Pay per blog (ie PayPerPost) is another revenue sharing idea, although it deservedly gets much negative attention for not being an obvious paid placement. Google understood the market when they started with paid search placement (they made it obvious to the user that the link was paid). To my thinking it would seem that paying people directly for writing articles of any kind is the wrong focus. On the other hand, paying people for results (ala Affiliates, or Cost Per Action) works. No doubt Google realized this also and felt that people who click on ads when they KNOW they are ads are more likely looking for something that might be found from an ad. After all Google is the master of targeted ads and maximizing revenue.

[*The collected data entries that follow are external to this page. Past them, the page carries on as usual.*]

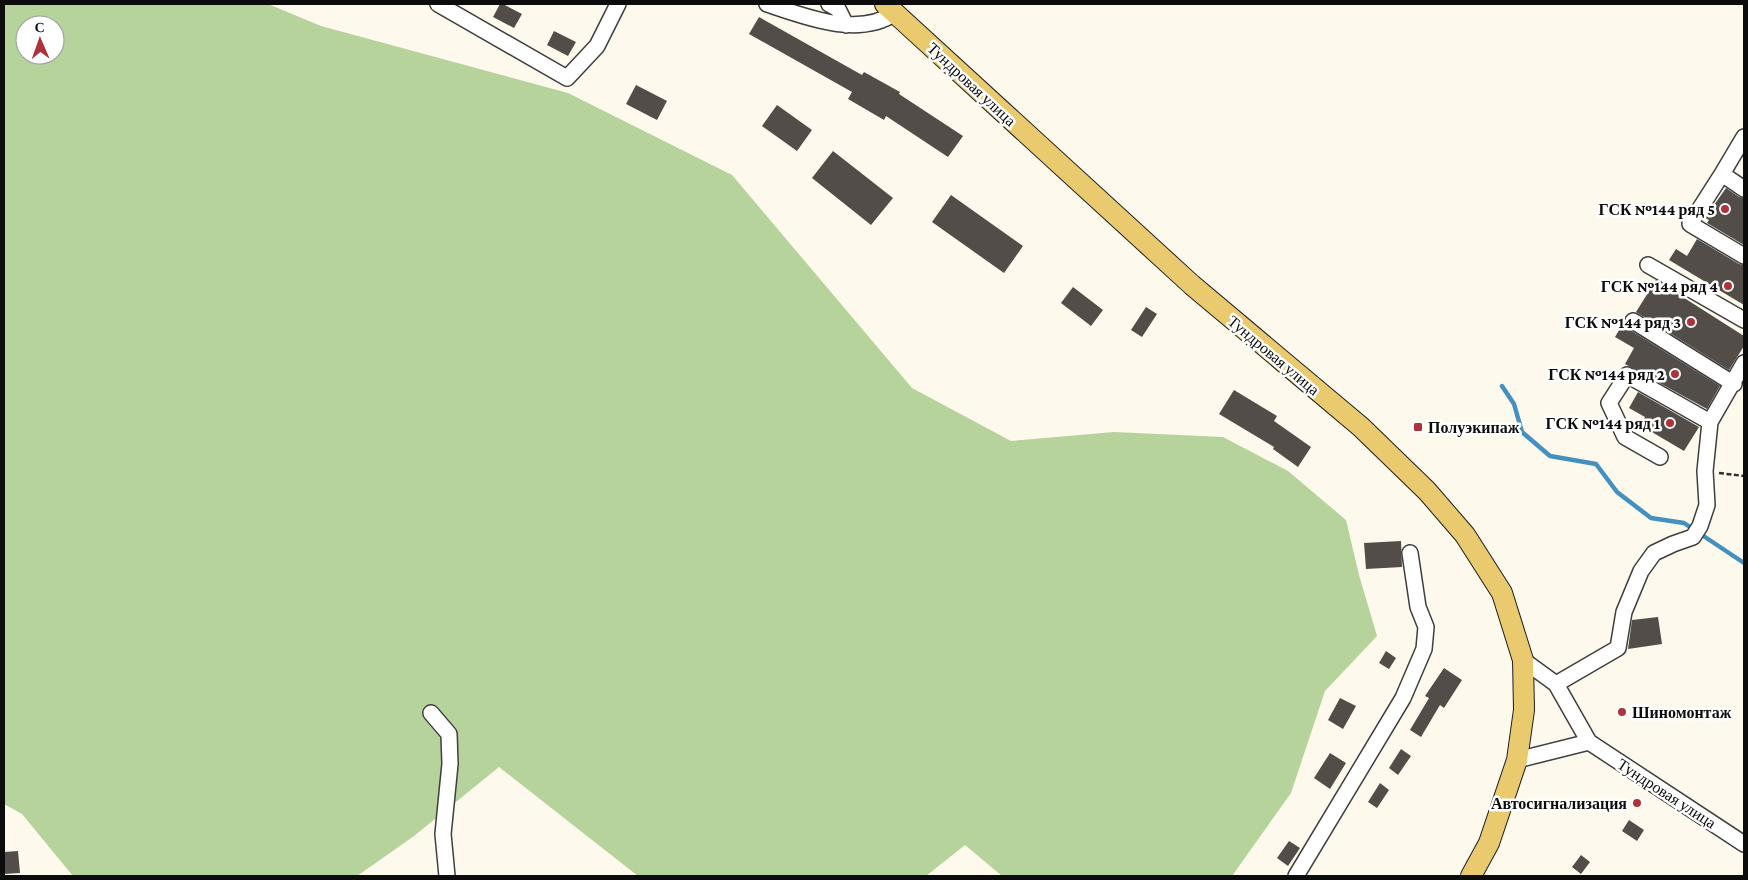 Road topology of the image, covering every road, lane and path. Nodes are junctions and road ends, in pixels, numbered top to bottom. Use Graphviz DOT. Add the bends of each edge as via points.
graph roads {
  1 [pos="438,4"];
  2 [pos="618,4"];
  3 [pos="767,4"];
  4 [pos="829,4"];
  5 [pos="890,8"];
  6 [pos="846,25"];
  7 [pos="1744,136"];
  8 [pos="1722,174"];
  9 [pos="1744,189"];
  10 [pos="1744,256"];
  11 [pos="1648,265"];
  12 [pos="1744,320"];
  13 [pos="1633,321"];
  14 [pos="1744,363"];
  15 [pos="1734,384"];
  16 [pos="1710,422"];
  17 [pos="1660,457"];
  18 [pos="1705,471"];
  19 [pos="1744,476"];
  20 [pos="1410,552"];
  21 [pos="1523,660"];
  22 [pos="1556,684"];
  23 [pos="431,713"];
  24 [pos="1589,742"];
  25 [pos="1518,760"];
  26 [pos="1744,844"];
  27 [pos="447,876"];
  28 [pos="1296,876"];
  29 [pos="1471,876"];
  1 -- 2 [label="street" via="568,78 597,46"];
  3 -- 6 [label="street, Тундровая улица"];
  4 -- 6 [label="street" via="838,9"];
  5 -- 6 [label="street, Тундровая улица" via="884,21"];
  5 -- 21 [label="main road, Тундровая улица" via="1192,285 1360,427 1427,491 1465,535 1502,593"];
  7 -- 8 [label="street"];
  8 -- 9 [label="street"];
  8 -- 10 [label="street" via="1690,224"];
  11 -- 12 [label="street"];
  13 -- 15 [label="street"];
  14 -- 15 [label="street"];
  15 -- 16 [label="street"];
  16 -- 17 [label="street" via="1627,375 1609,403 1625,437"];
  16 -- 18 [label="street"];
  18 -- 19 [label="path"];
  18 -- 22 [label="street" via="1707,506 1696,531 1654,553 1641,571 1624,612 1618,648"];
  20 -- 28 [label="street" via="1418,607 1426,627 1424,649 1403,698"];
  21 -- 22 [label="street, Тундровая улица"];
  21 -- 25 [label="main road" via="1524,710"];
  22 -- 24 [label="street, Тундровая улица"];
  23 -- 27 [label="street" via="449,734 450,764 443,834"];
  24 -- 25 [label="street"];
  24 -- 26 [label="street, Тундровая улица"];
  25 -- 29 [label="main road" via="1490,843"];
}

Michael Arrington of Techcrunch recently wrote “PayPerPost is now officially absurd” referring to a new initiative of PayPerPost about disclosure. It would seem PayPerPost is now advising their users to blatantly lie about their paid placements, all in the name of disclosure (as he puts it - a move reminiscent of big tobacco funding tobacco research). If the blogger is feeling particularly honest they also have an option for being upfront about being paid. Nice.

Social Shopping seems to be getting in on the revenue sharing also. Online shopping is where I see some big money and opportunities in revenue sharing. Right now the focus seems to be on social shopping, most likely because everyone is thinking about the success of myspace.com and want to cash in. MyPickList.com is one example.

Given the recent success of YouTube.com I expect to see some new ideas in the video space. At the moment video is what its all about. But video is hard to make ads for, and its expensive to host. But you can bet that google are working on perfecting the the art of contextual video or something similar. In the meantime, pay to make video has started: Revver, Metacafe, Google, Brightcove and it works for some.

Of course the flip side to all this is the argument that a lot of crap gets created when the goal is to make money. You just have to look at Hollywood. The starving artist model seems to work for original content. Hopefully in this case when the distribution network is controlled by the user (ratings etc) most of the crap will fall by the side and the real content will shine through. Google works hard to make sure of that with text, lets hope they can with video.